Solution 1: Create an object of the desired type, call getClass(), and cast the result to the generic parameterized class type. (Note that SubclassMatchProcessor<Widget<?>> is now properly parameterized, and no cast is needed in the function call registerWidgetSubclass(widgetClass).)

public static void main(String[] args) {
    @SuppressWarnings("unchecked")
    Class<Widget<?>> widgetClass = (Class<Widget<?>>) new Widget<Object>().getClass();

    new FastClasspathScanner(new String[] { "com.widgets" }) //
        .matchSubclassesOf(widgetClass, new SubclassMatchProcessor<Widget<?>>() {
            @Override
            public void processMatch(Class<? extends Widget<?>> widgetClass) {
                registerWidgetSubclass(widgetClass);
            }
        }).scan();
}

Solution 2: Get a class reference for a subclass of the desired class, then get the generic type of its superclass:

public static void main(String[] args) {
    @SuppressWarnings("unchecked")
    Class<Widget<?>> widgetClass =
            (Class<Widget<?>>) ((ParameterizedType) WidgetSubclass.class
                .getGenericSuperclass()).getRawType();

    new FastClasspathScanner(new String[] { "com.widgets" }) //
        .matchSubclassesOf(widgetClass, new SubclassMatchProcessor<Widget<?>>() {
            @Override
            public void processMatch(Class<? extends Widget<?>> widgetClass) {
                registerWidgetSubclass(widgetClass);
            }
        }).scan();
}

Downloading

You can get a pre-built JAR from Sonatype, or add a Maven dependency with groupId io.github.lukehutch and artifactId fast-classpath-scanner.

Credits

Inspiration

FastClasspathScanner was inspired by Ronald Muller's annotation-detector.

Author

Luke Hutchison -- https://github.com/lukehutch

Please let me know if you find FastClasspathScanner useful!

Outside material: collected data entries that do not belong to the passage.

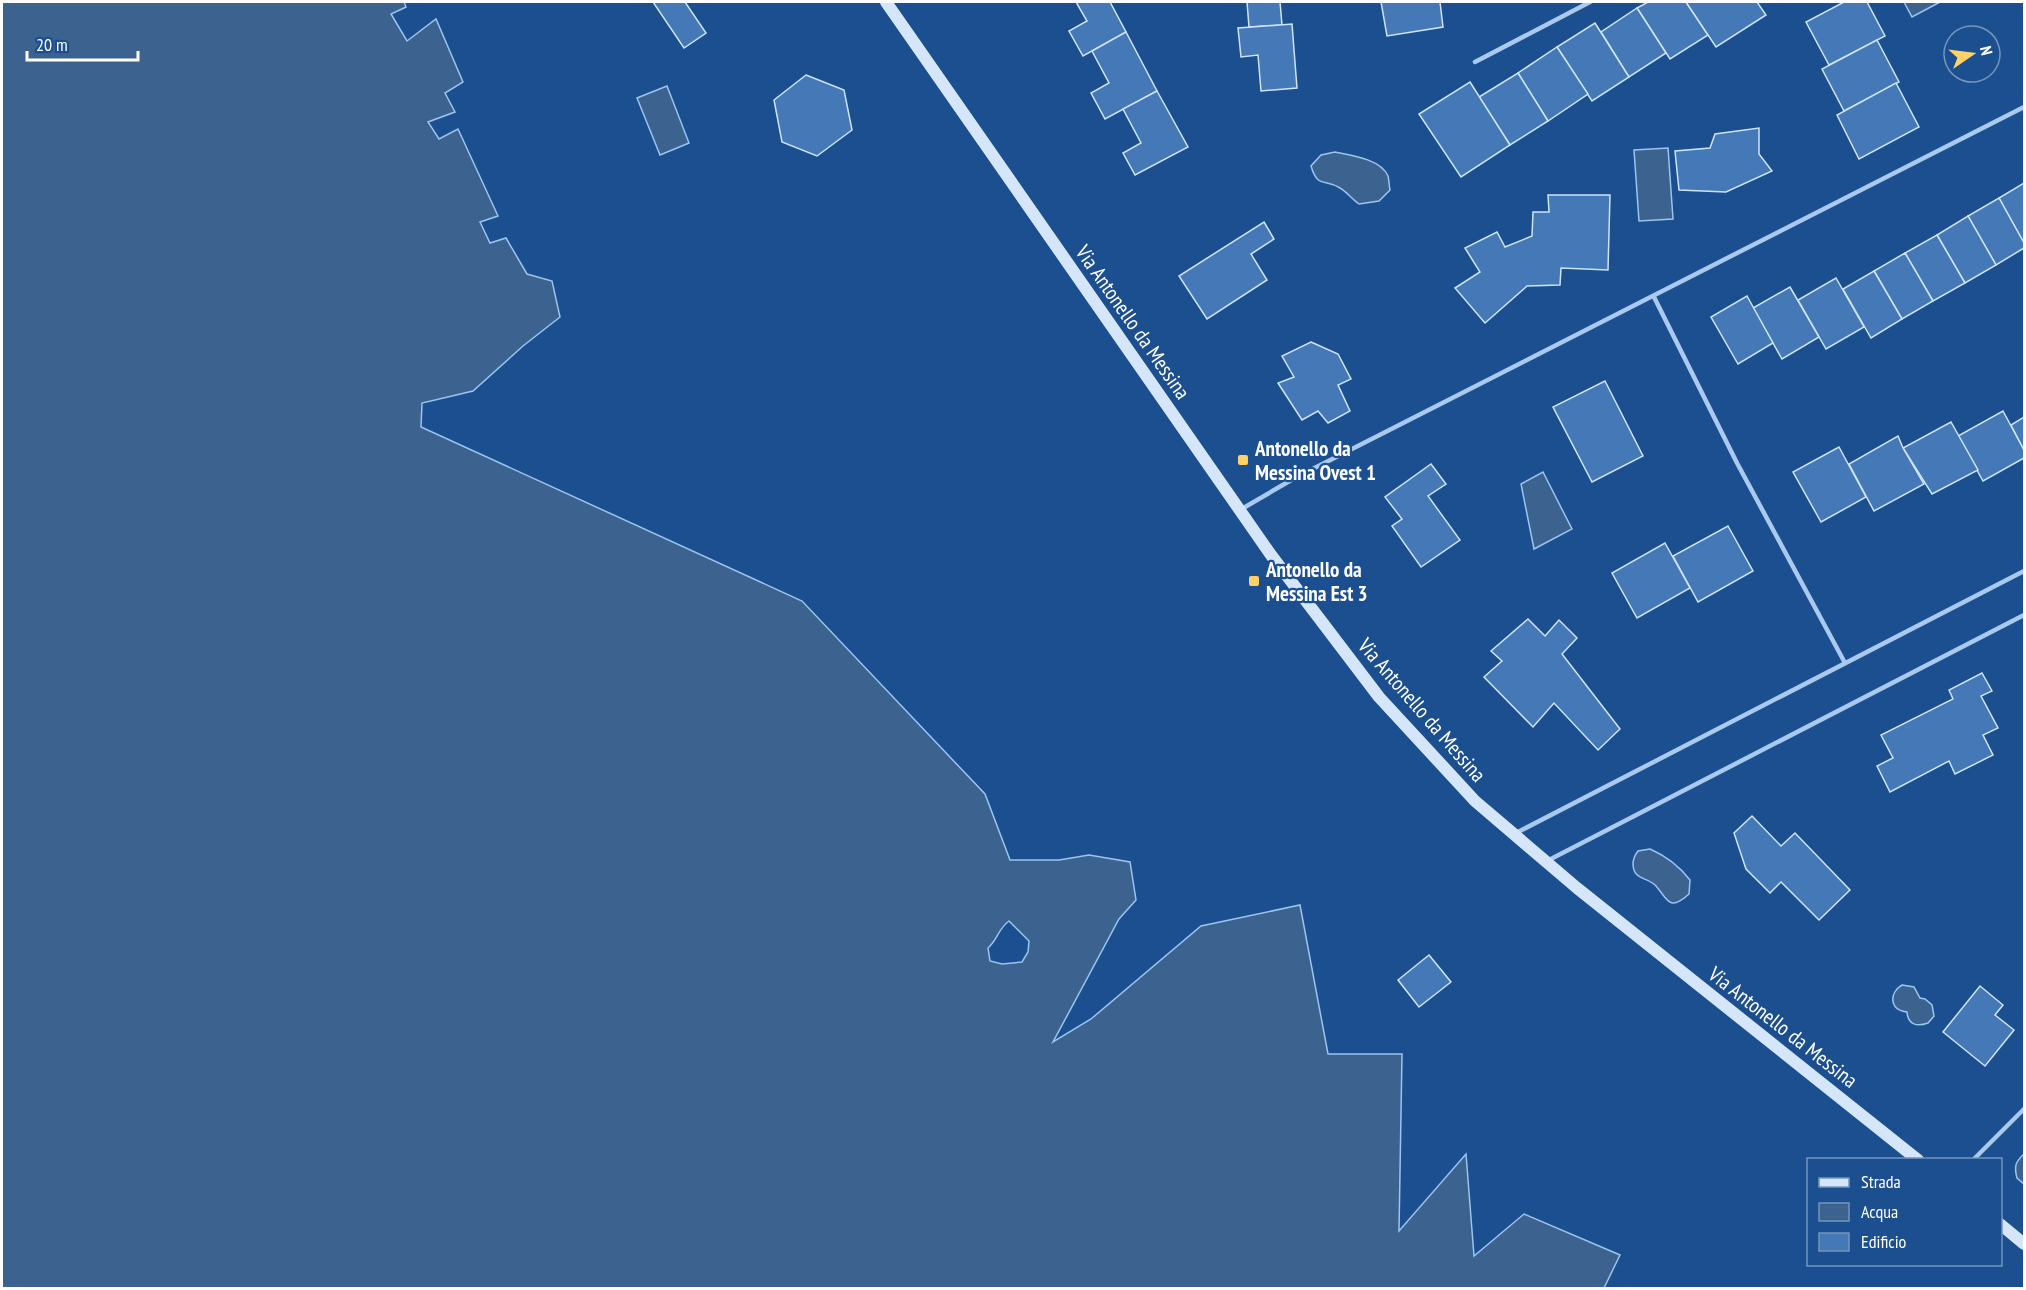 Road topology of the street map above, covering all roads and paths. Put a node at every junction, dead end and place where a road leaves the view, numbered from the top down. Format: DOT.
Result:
graph roads {
  1 [pos="886,2"];
  2 [pos="1590,2"];
  3 [pos="1475,62"];
  4 [pos="2025,107"];
  5 [pos="1654,297"];
  6 [pos="1240,510"];
  7 [pos="2025,571"];
  8 [pos="2025,615"];
  9 [pos="1845,663"];
  10 [pos="1514,834"];
  11 [pos="1545,861"];
  12 [pos="2025,1109"];
  13 [pos="1916,1158"];
  14 [pos="1975,1158"];
  15 [pos="2002,1226"];
  16 [pos="2025,1244"];
  1 -- 6 [label="main road, Via Antonello da Messina"];
  2 -- 3 [label="lane"];
  4 -- 5 [label="lane"];
  5 -- 6 [label="lane"];
  5 -- 9 [label="lane"];
  6 -- 10 [label="main road, Via Antonello da Messina"];
  7 -- 9 [label="lane"];
  8 -- 11 [label="lane"];
  9 -- 10 [label="lane"];
  10 -- 11 [label="main road, Via Antonello da Messina"];
  11 -- 13 [label="main road, Via Antonello da Messina"];
  12 -- 14 [label="lane"];
  15 -- 16 [label="main road"];
}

Classfile format documentation

See Oracle's documentation on the classfile format.

License

The MIT License (MIT)

Copyright (c) 2015 Luke Hutchison

Permission is hereby granted, free of charge, to any person obtaining a copy of this software and associated documentation files (the "Software"), to deal in the Software without restriction, including without limitation the rights to use, copy, modify, merge, publish, distribute, sublicense, and/or sell copies of the Software, and to permit persons to whom the Software is furnished to do so, subject to the following conditions:

The above copyright notice and this permission notice shall be included in all copies or substantial portions of the Software.

THE SOFTWARE IS PROVIDED "AS IS", WITHOUT WARRANTY OF ANY KIND, EXPRESS OR IMPLIED, INCLUDING BUT NOT LIMITED TO THE WARRANTIES OF MERCHANTABILITY, FITNESS FOR A PARTICULAR PURPOSE AND NONINFRINGEMENT. IN NO EVENT SHALL THE AUTHORS OR COPYRIGHT HOLDERS BE LIABLE FOR ANY CLAIM, DAMAGES OR OTHER LIABILITY, WHETHER IN AN ACTION OF CONTRACT, TORT OR OTHERWISE, ARISING FROM, OUT OF OR IN CONNECTION WITH THE SOFTWARE OR THE USE OR OTHER DEALINGS IN THE SOFTWARE.